His mother Xenia also wrote: "We went to a Te Deum for the engagement. Luckily Feodor did come. I was so afraid he wouldn't show up! But what an expression on his face. It made me want to cry." At the fall of the Russian monarchy, he looked for refuge with his family in his father's property in Crimea. They lived there undisturbed until the rise to power of the Bolsheviks with the October Revolution in 1917. For some time, Prince Feodor was under house arrest in Ai-Todor and later at Dulber imprisoned with his parents, siblings, grandmother the Dowager Empress and many more Romanov relatives.

Prince Feodor, and his relatives in the Crimea, escaped the fate of a number of his Romanov cousins who were murdered by the Bolsheviks when they were freed by German troops in 1918. He left Russia on 11 April 1919 abroad the Royal Navy ship HMS Marlborough and moved to England and later to France.

==Life in exile==
During his first years in exile, Prince Feodor lived in Paris in the apartment of his sister Princess Irina Alexandrovna of Russia and her husband Prince Felix Yusupov. He worked as a taxi driver, and later as an architect.

Prince Feodor married on 3 June 1923 in St. Alexander Nevsky Cathedral in Paris, Princess Irina Paley (1903–1990), his first cousin once removed. She was a daughter of Grand Duke Paul Alexandrovich of Russia and his morganatic wife Princess Olga Paley. The couple had one son:

- Prince Michael Feodorovich (Paris 4 May 1924 – 22 September 2008); married 1st Paris 15 October 1958 (divorced 1992) Helga Staufenberger (born Vienna, 22 August 1926); m. 2nd Josse 15 January 1994 Maria de las Mercedes Ustrell-Cabani (b. Hospitalet, Spain 26 August 1960). Michael died on the same day as his cousin, Prince Michael Andreevich of Russia.
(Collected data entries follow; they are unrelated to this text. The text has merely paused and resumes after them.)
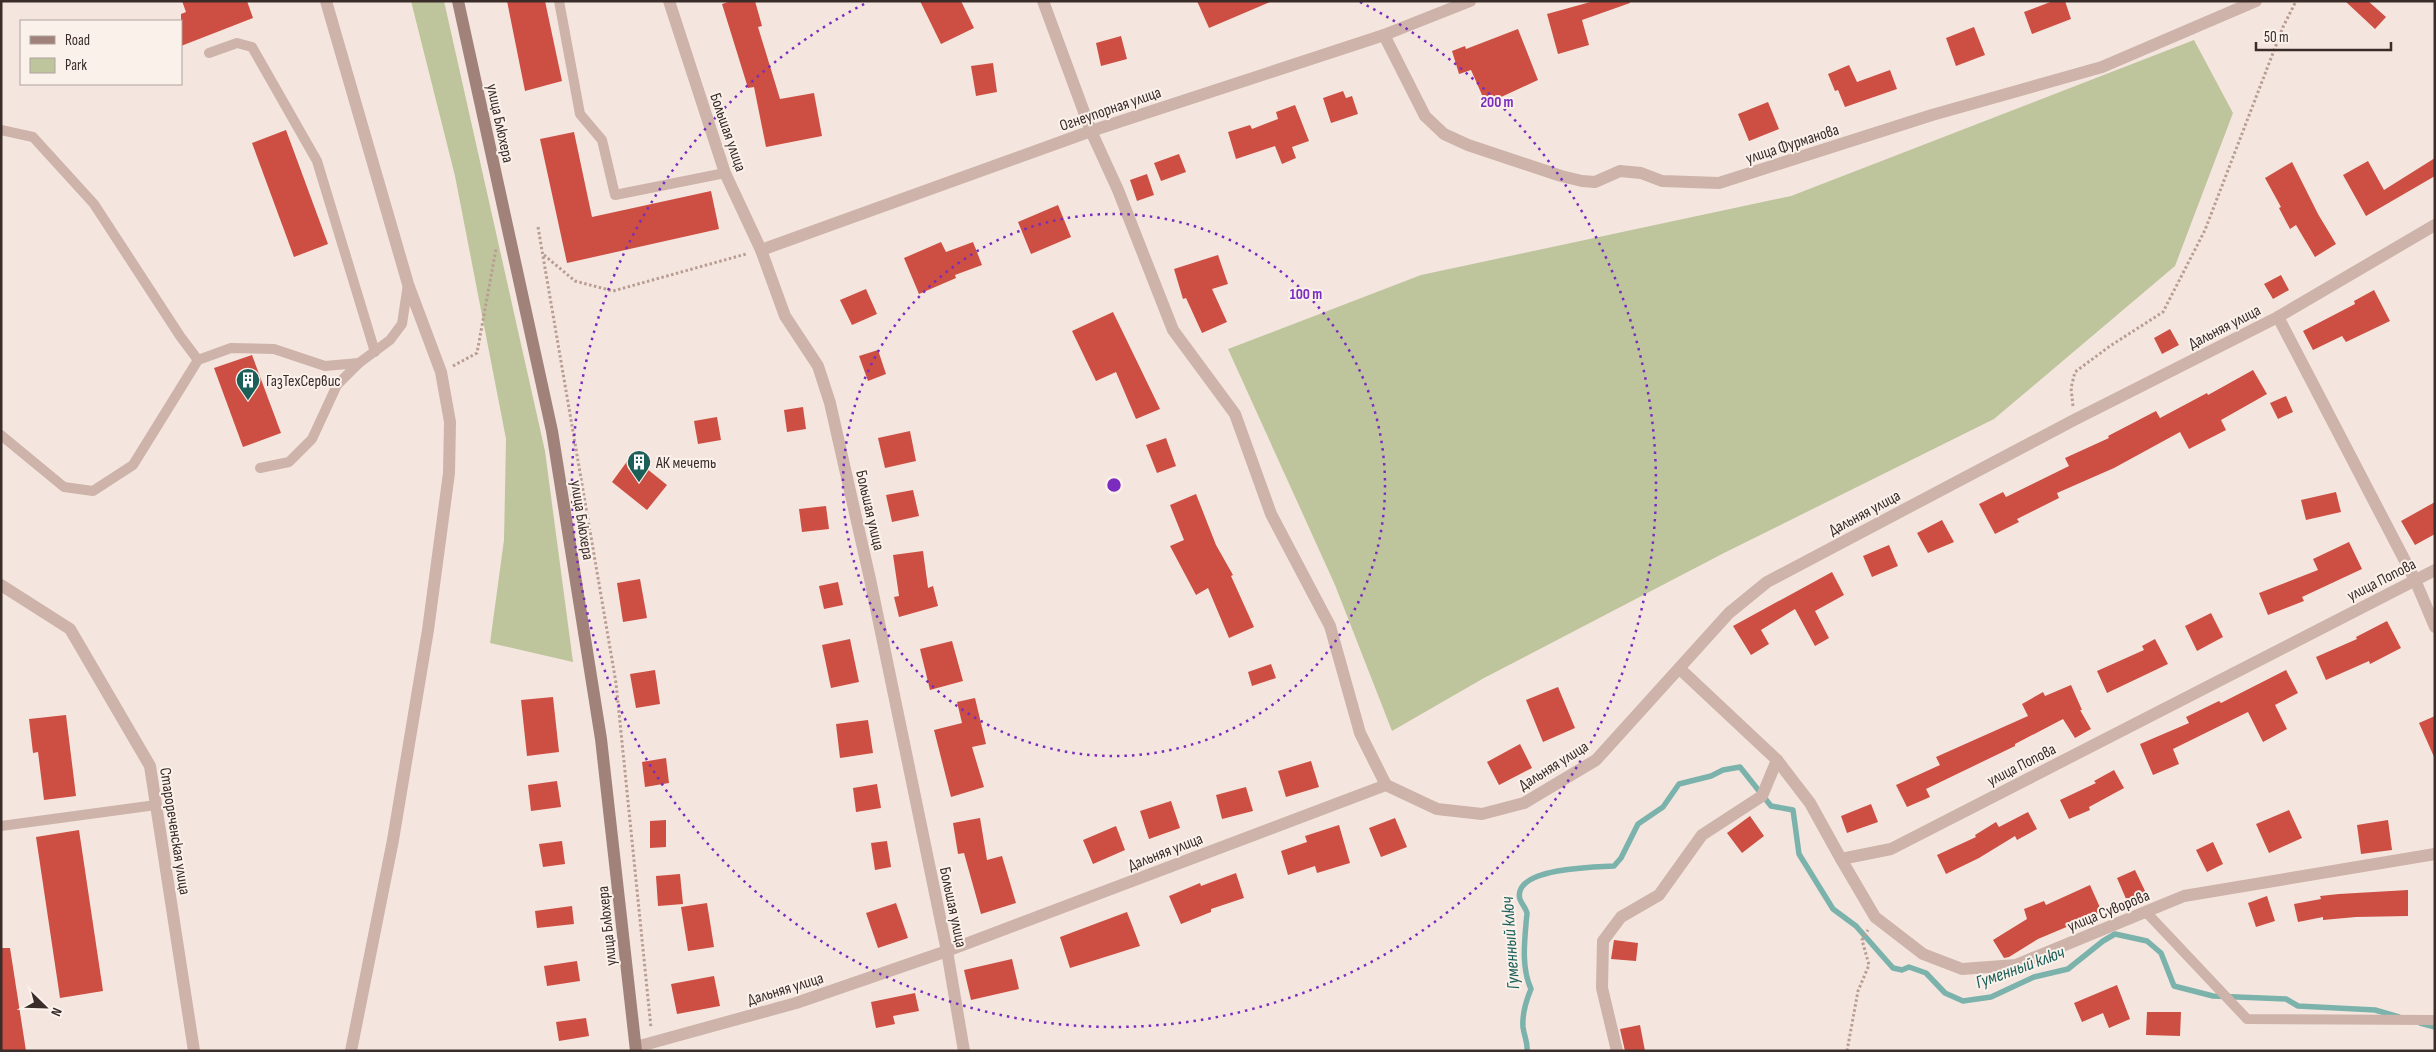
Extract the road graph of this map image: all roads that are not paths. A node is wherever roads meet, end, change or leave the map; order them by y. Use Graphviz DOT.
graph roads {
  1 [pos="326,1"];
  2 [pos="458,1"];
  3 [pos="559,1"];
  4 [pos="669,1"];
  5 [pos="1043,1"];
  6 [pos="1470,1"];
  7 [pos="2256,1"];
  8 [pos="1384,35"];
  9 [pos="209,53"];
  10 [pos="1,130"];
  11 [pos="1091,131"];
  12 [pos="725,173"];
  13 [pos="2435,225"];
  14 [pos="761,250"];
  15 [pos="408,284"];
  16 [pos="2278,317"];
  17 [pos="375,352"];
  18 [pos="198,360"];
  19 [pos="360,363"];
  20 [pos="1,435"];
  21 [pos="260,468"];
  22 [pos="2435,570"];
  23 [pos="2415,580"];
  24 [pos="1,585"];
  25 [pos="2435,626"];
  26 [pos="1680,669"];
  27 [pos="1777,760"];
  28 [pos="1386,785"];
  29 [pos="156,805"];
  30 [pos="1,826"];
  31 [pos="2435,854"];
  32 [pos="1841,858"];
  33 [pos="2146,912"];
  34 [pos="947,951"];
  35 [pos="2435,1020"];
  36 [pos="636,1049"];
  37 [pos="194,1051"];
  38 [pos="351,1051"];
  39 [pos="964,1051"];
  40 [pos="1616,1051"];
  1 -- 15 [label="street"];
  2 -- 36 [label="main road, улица Блюхера"];
  3 -- 12 [label="lane"];
  4 -- 12 [label="street, Большая улица"];
  5 -- 11 [label="street"];
  6 -- 8 [label="street, Огнеупорная улица"];
  7 -- 8 [label="street, улица Фурманова"];
  8 -- 11 [label="street, Огнеупорная улица"];
  9 -- 17 [label="lane"];
  10 -- 18 [label="lane"];
  11 -- 14 [label="street, Огнеупорная улица"];
  11 -- 28 [label="street"];
  12 -- 14 [label="street, Большая улица"];
  13 -- 16 [label="street, Дальняя улица"];
  14 -- 34 [label="street, Большая улица"];
  15 -- 17 [label="lane"];
  15 -- 38 [label="street"];
  16 -- 23 [label="street"];
  16 -- 26 [label="street, Дальняя улица"];
  17 -- 19 [label="lane"];
  18 -- 19 [label="lane"];
  18 -- 20 [label="lane"];
  19 -- 21 [label="lane"];
  22 -- 23 [label="street, улица Попова"];
  23 -- 25 [label="street"];
  23 -- 32 [label="street, улица Попова"];
  24 -- 29 [label="street, Старореченская улица"];
  26 -- 27 [label="street"];
  26 -- 28 [label="street, Дальняя улица"];
  27 -- 32 [label="street"];
  27 -- 40 [label="street"];
  28 -- 34 [label="street, Дальняя улица"];
  29 -- 30 [label="lane"];
  29 -- 37 [label="street, Старореченская улица"];
  31 -- 33 [label="street, улица Суворова"];
  32 -- 33 [label="street, улица Суворова"];
  33 -- 35 [label="lane"];
  34 -- 36 [label="street, Дальняя улица"];
  34 -- 39 [label="street, Большая улица"];
}
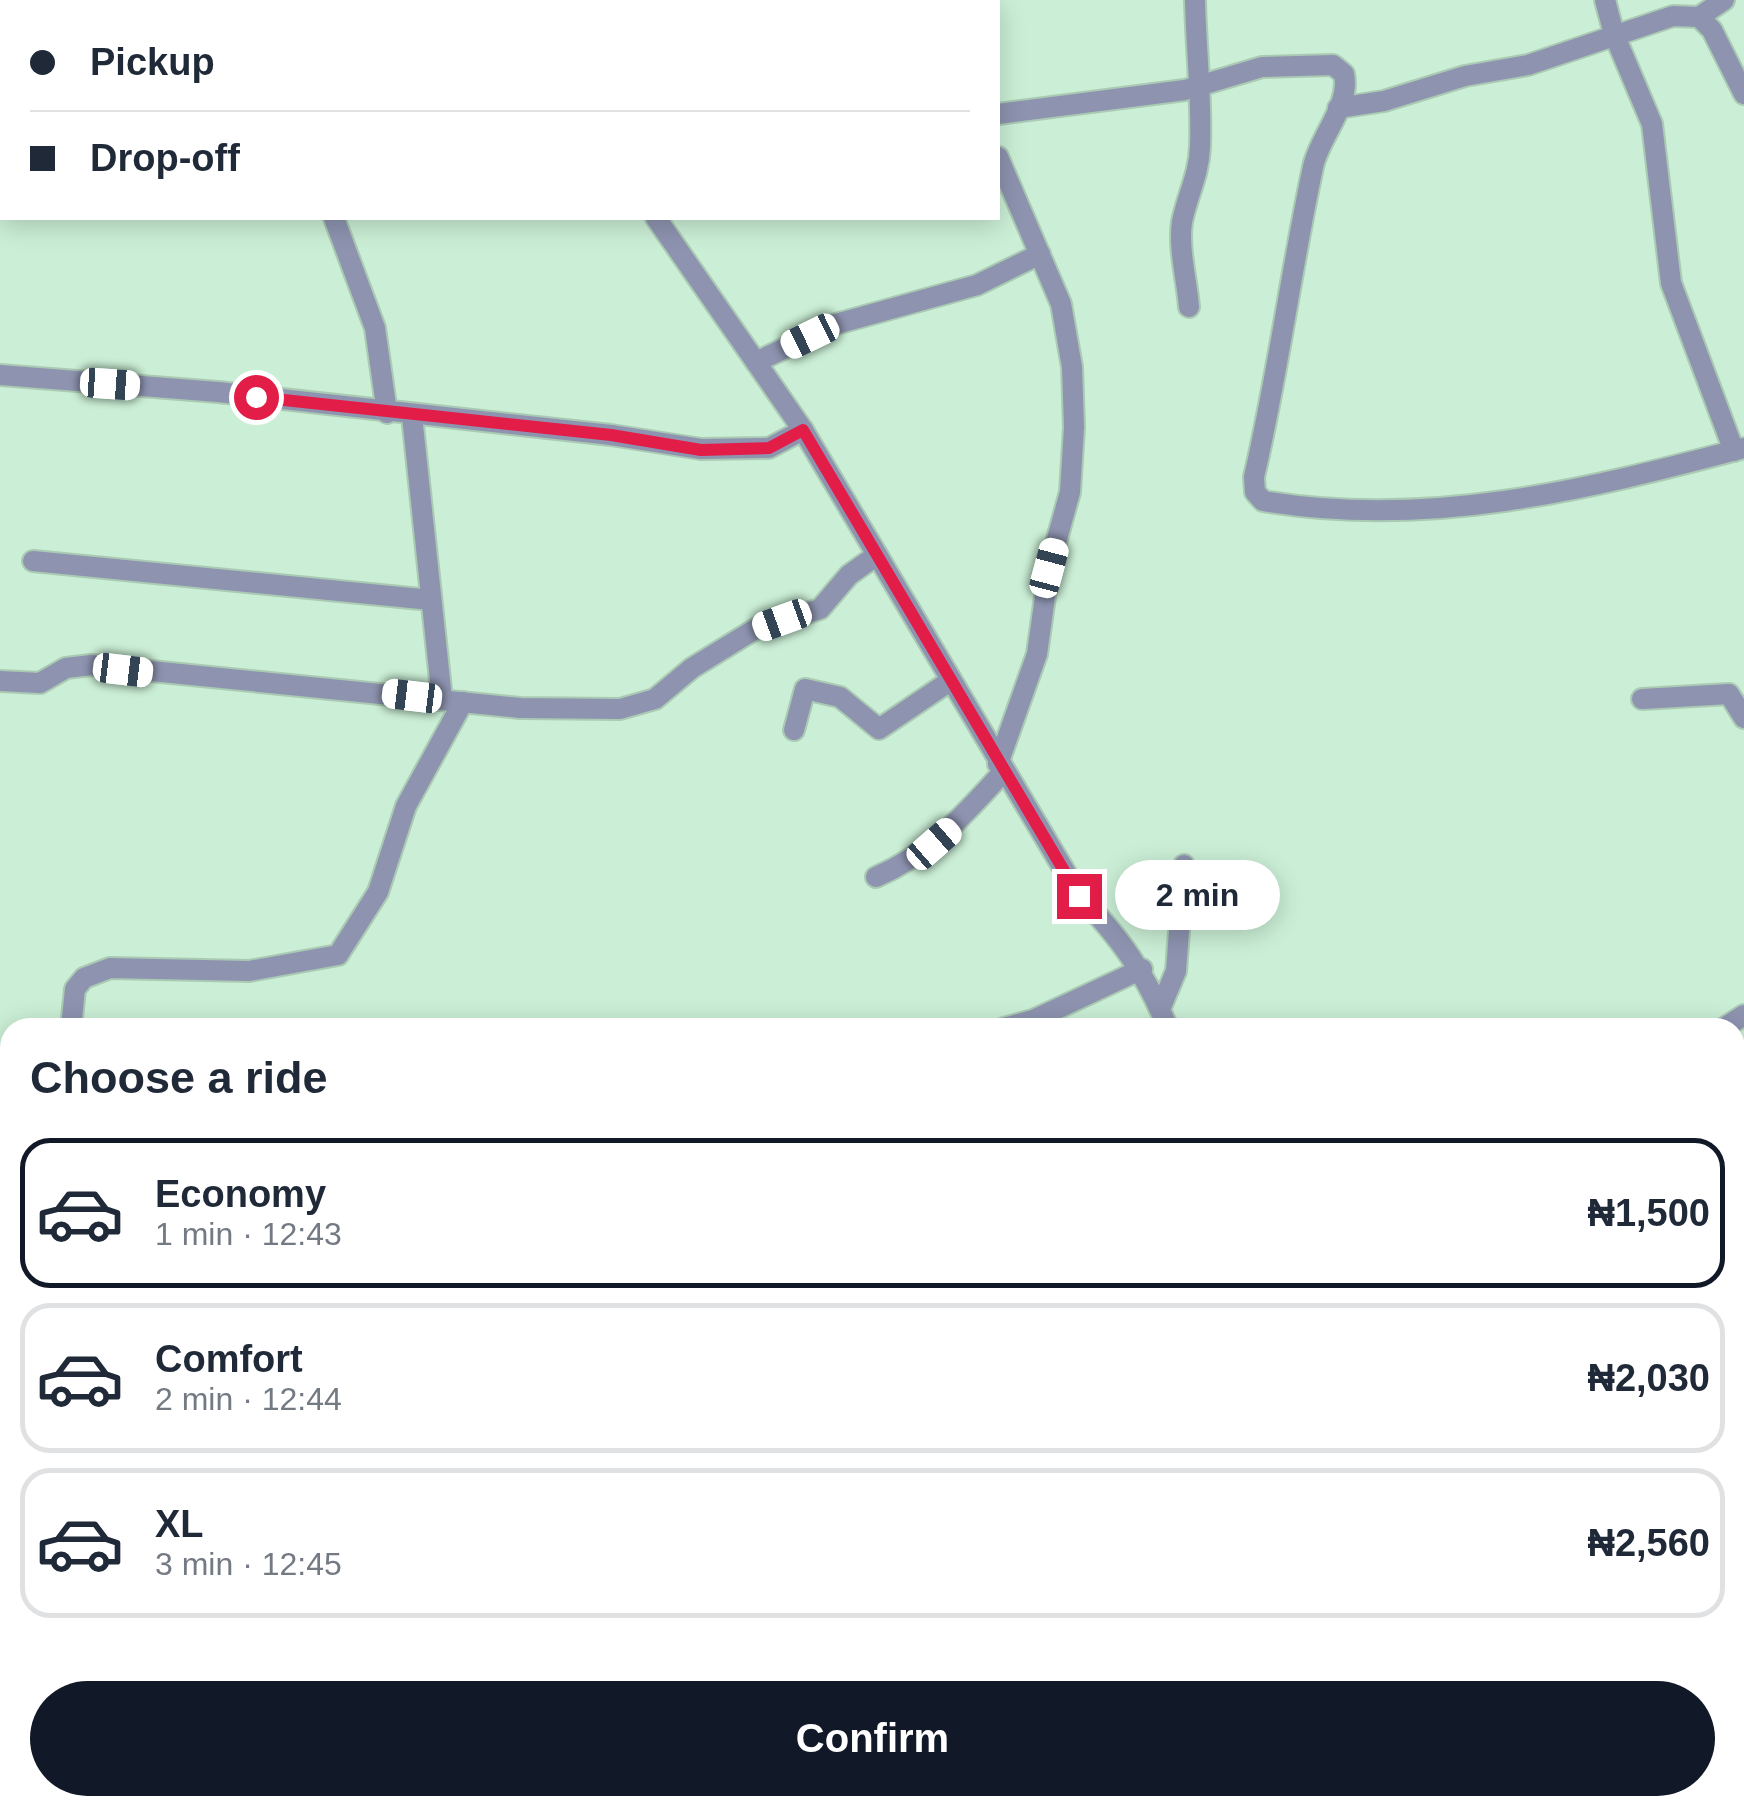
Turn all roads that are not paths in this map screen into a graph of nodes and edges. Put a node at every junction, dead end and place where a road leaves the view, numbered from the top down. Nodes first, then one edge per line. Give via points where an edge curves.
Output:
1 (1195, 0) edge
2 (1606, 0) edge
3 (1724, 0) edge
4 (1699, 17) junction
5 (1614, 34) junction
6 (1202, 87) junction
7 (1744, 94) edge
8 (1338, 108) junction
9 (1000, 114) edge
10 (1000, 162) edge
11 (335, 220) edge
12 (657, 220) edge
13 (1040, 254) junction
14 (1190, 307) dead end
15 (756, 362) junction
16 (0, 375) edge
17 (387, 413) junction
18 (412, 416) junction
19 (803, 430) junction
20 (1739, 450) edge
21 (876, 555) junction
22 (33, 561) dead end
23 (432, 600) junction
24 (0, 681) edge
25 (950, 681) junction
26 (1642, 699) dead end
27 (452, 701) junction
28 (1744, 718) edge
29 (794, 730) dead end
30 (1000, 768) junction
31 (1184, 866) dead end
32 (876, 877) dead end
33 (1142, 969) junction
34 (72, 1018) edge
35 (1036, 1018) edge
36 (1164, 1018) edge

1 - 6 street
2 - 5 street
3 - 4 street
4 - 5 street via 1673,16
4 - 7 street via 1720,43
5 - 8 street via 1528,65
5 - 20 street via 1652,124 1670,283
6 - 8 street via 1262,67 1333,65 1346,80
6 - 9 street
6 - 14 street via 1197,184 1182,221
8 - 20 street via 1313,165 1254,477 1258,497 1350,512 1438,511 1535,498
10 - 13 street
11 - 17 street via 376,328
12 - 15 street
13 - 15 street via 978,285 836,324
13 - 30 street via 1060,304 1072,367 1070,492 1049,568 1038,654
15 - 19 street
16 - 17 street
17 - 18 street
18 - 19 street via 701,450 769,448
18 - 23 street
19 - 21 street
21 - 25 street
21 - 27 street via 820,609 757,628 655,699 620,709
22 - 23 street
23 - 27 street
24 - 27 street via 40,682 66,668 91,666
25 - 29 street via 880,728 840,697 805,690
25 - 30 street
26 - 28 street via 1729,694
27 - 34 street via 378,892 338,954 250,970 110,968 74,989
30 - 32 street via 955,825 913,862
30 - 33 street via 1079,896
31 - 36 street via 1176,971
33 - 35 street
33 - 36 street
Prince Feodor and his wife lived separated in 1930. Princess Irina began a relationship with Count Hubert de Monbrison (15 August 1892 – 14 April 1981) and had a daughter with him while still married to Prince Feodor, who recognized the child as his.

Prince Feodor Alexandrovich and Princess Irina divorced on 22 July 1936. He did not remarry and spent World War II in England at the home of his mother. By 1941 he was seriously ill with tuberculosis and had to stay for long periods in sanatoriums to recuperate. During the war years, he had sporadic contact with his son who remained in the south of France with Feodor's ex-wife. After the war ended, to improve his health and to stay closer to his son, Prince Feodor settled in the south of France at the villa of his sister Princess Irina Alexandrovna. He lived there for the rest of his life. With very limited income of his own and too ill to work, his ex-wife and his sister helped with the medical bills. Prince Feodor Alexandrovich died on 30 November 1968 in Ascain, France.